The Role of the CFO
October 7, 2009
As early growth venture capital investors, we tend to work with companies that are at the very early stages of developing their finance function. I have worked with companies with no finance resources, ones with experienced controllers, and ones with experienced CFOs. And I have seen companies come into the portfolio with very basic financials and financial systems (cash based financials and QuickBooks on one extreme) to ones with basic GAAP financials and more robust systems. From my experience, the companies that invested early in a highly experienced CFO are the ones most effective in navigating the evolution from a basic Finance function to one that is strategically critical to the expansion of the business.
The role of the CFO is:
- Transition the company from basic cash financials to GAAP based (or equivalent outside the US) including the completion of audited financials on an annual basis
- Implement scalable financial processes and systems to support the growth of the company
- Ensure that the company is compliant with various government and legal requirements
- Facilitate the deployment of key operational processes and systems to support the growth of the company (such as, a robust budgeting process or an HR system)

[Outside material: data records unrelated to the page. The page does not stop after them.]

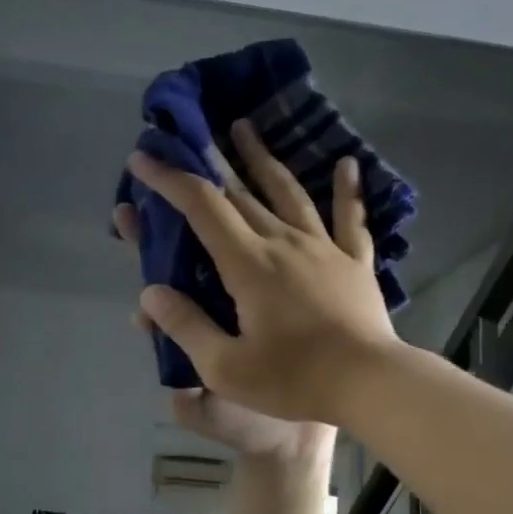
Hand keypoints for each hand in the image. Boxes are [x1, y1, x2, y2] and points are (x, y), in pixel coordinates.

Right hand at [124, 119, 399, 425]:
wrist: (368, 384)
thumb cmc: (292, 379)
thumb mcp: (225, 366)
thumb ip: (186, 326)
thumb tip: (149, 293)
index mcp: (248, 265)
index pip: (202, 208)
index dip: (170, 180)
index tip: (144, 159)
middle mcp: (284, 243)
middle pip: (241, 192)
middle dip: (209, 161)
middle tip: (189, 136)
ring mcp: (324, 249)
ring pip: (289, 193)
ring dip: (263, 159)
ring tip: (245, 129)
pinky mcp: (354, 264)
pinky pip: (350, 219)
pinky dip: (347, 191)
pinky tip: (346, 165)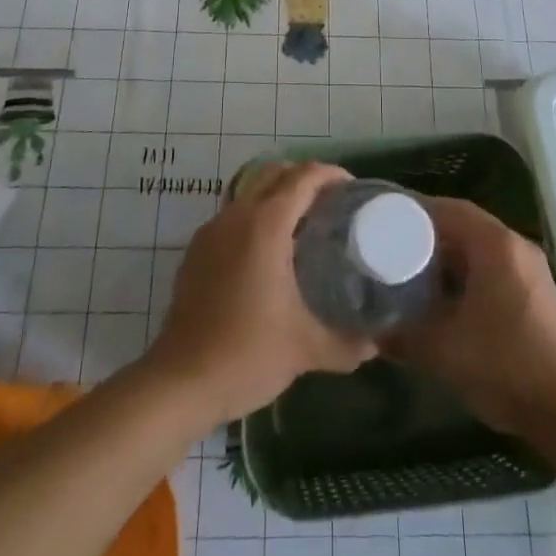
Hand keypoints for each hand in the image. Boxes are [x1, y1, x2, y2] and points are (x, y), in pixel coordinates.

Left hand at [145, 161, 374, 428]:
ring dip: (279, 195)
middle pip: (275, 174)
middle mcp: (237, 216)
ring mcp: (212, 230)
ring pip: (251, 192)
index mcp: (266, 225)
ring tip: (305, 223)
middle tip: (333, 202)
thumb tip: (375, 345)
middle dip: (305, 178)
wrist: (180, 382)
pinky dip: (257, 215)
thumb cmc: (247, 355)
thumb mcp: (306, 349)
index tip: (353, 188)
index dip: (331, 174)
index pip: (303, 178)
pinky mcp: (197, 250)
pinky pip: (234, 214)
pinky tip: (270, 251)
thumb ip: (346, 344)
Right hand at [385, 197, 555, 434]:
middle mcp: (516, 247)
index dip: (415, 212)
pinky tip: (447, 302)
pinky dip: (468, 277)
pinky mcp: (537, 296)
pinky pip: (494, 270)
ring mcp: (531, 271)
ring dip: (449, 259)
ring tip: (414, 275)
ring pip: (480, 250)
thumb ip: (403, 337)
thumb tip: (373, 334)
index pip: (450, 209)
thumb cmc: (504, 364)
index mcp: (495, 244)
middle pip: (466, 226)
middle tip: (394, 249)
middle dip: (429, 237)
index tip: (386, 222)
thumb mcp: (443, 350)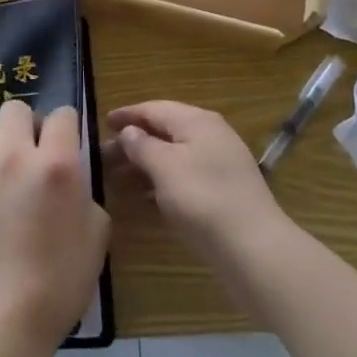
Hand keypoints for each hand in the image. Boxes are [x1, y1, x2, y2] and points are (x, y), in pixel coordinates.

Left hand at [0, 100, 109, 356]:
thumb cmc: (57, 287)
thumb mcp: (95, 239)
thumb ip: (85, 195)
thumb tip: (73, 181)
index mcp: (55, 165)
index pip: (62, 114)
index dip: (66, 125)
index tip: (65, 142)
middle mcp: (12, 157)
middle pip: (15, 109)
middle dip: (27, 126)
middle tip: (31, 156)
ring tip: (1, 183)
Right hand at [106, 101, 289, 262]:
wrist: (254, 248)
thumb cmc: (202, 198)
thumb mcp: (164, 167)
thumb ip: (142, 145)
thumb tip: (129, 131)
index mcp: (196, 121)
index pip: (154, 108)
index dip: (127, 114)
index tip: (102, 122)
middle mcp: (210, 135)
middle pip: (165, 131)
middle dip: (134, 142)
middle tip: (105, 156)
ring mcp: (220, 164)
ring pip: (174, 156)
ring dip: (146, 164)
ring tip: (118, 178)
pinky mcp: (224, 191)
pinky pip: (185, 177)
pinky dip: (162, 182)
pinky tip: (145, 199)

- Develop the board, CEO, senior team level operational dashboards
- Facilitate the operational reviews across all functions of the company to help the senior team in setting strategies and goals
- Support the company exit strategy by representing the company externally to media, government agencies, funding agencies, and the public
Early stage CEOs have a tendency to forgo the hiring of a CFO due to cost constraints. Yes, CFOs are expensive (in the US salaries range from $175-$225k). Yet the way to weigh the hiring of a CFO is by considering the potential opportunity loss of not having such expertise in the company.
The value of a CFO can be measured in many ways:
- What is the value of having an accurate set of financial and operational metrics to guide fact-based decision making by the senior team and the board?
- What is the value of having an objective, economic driven, perspective (outside of the CEO and sales management) about the proper scaling of company growth?
- What is the value of protecting the company from poor contracting and bookings of deals by an undisciplined sales team?
The list goes on and on.
As a venture capital advisor, my guidance to portfolio CEOs entering the expansions stage is: seriously consider making the addition of an experienced CFO your top priority.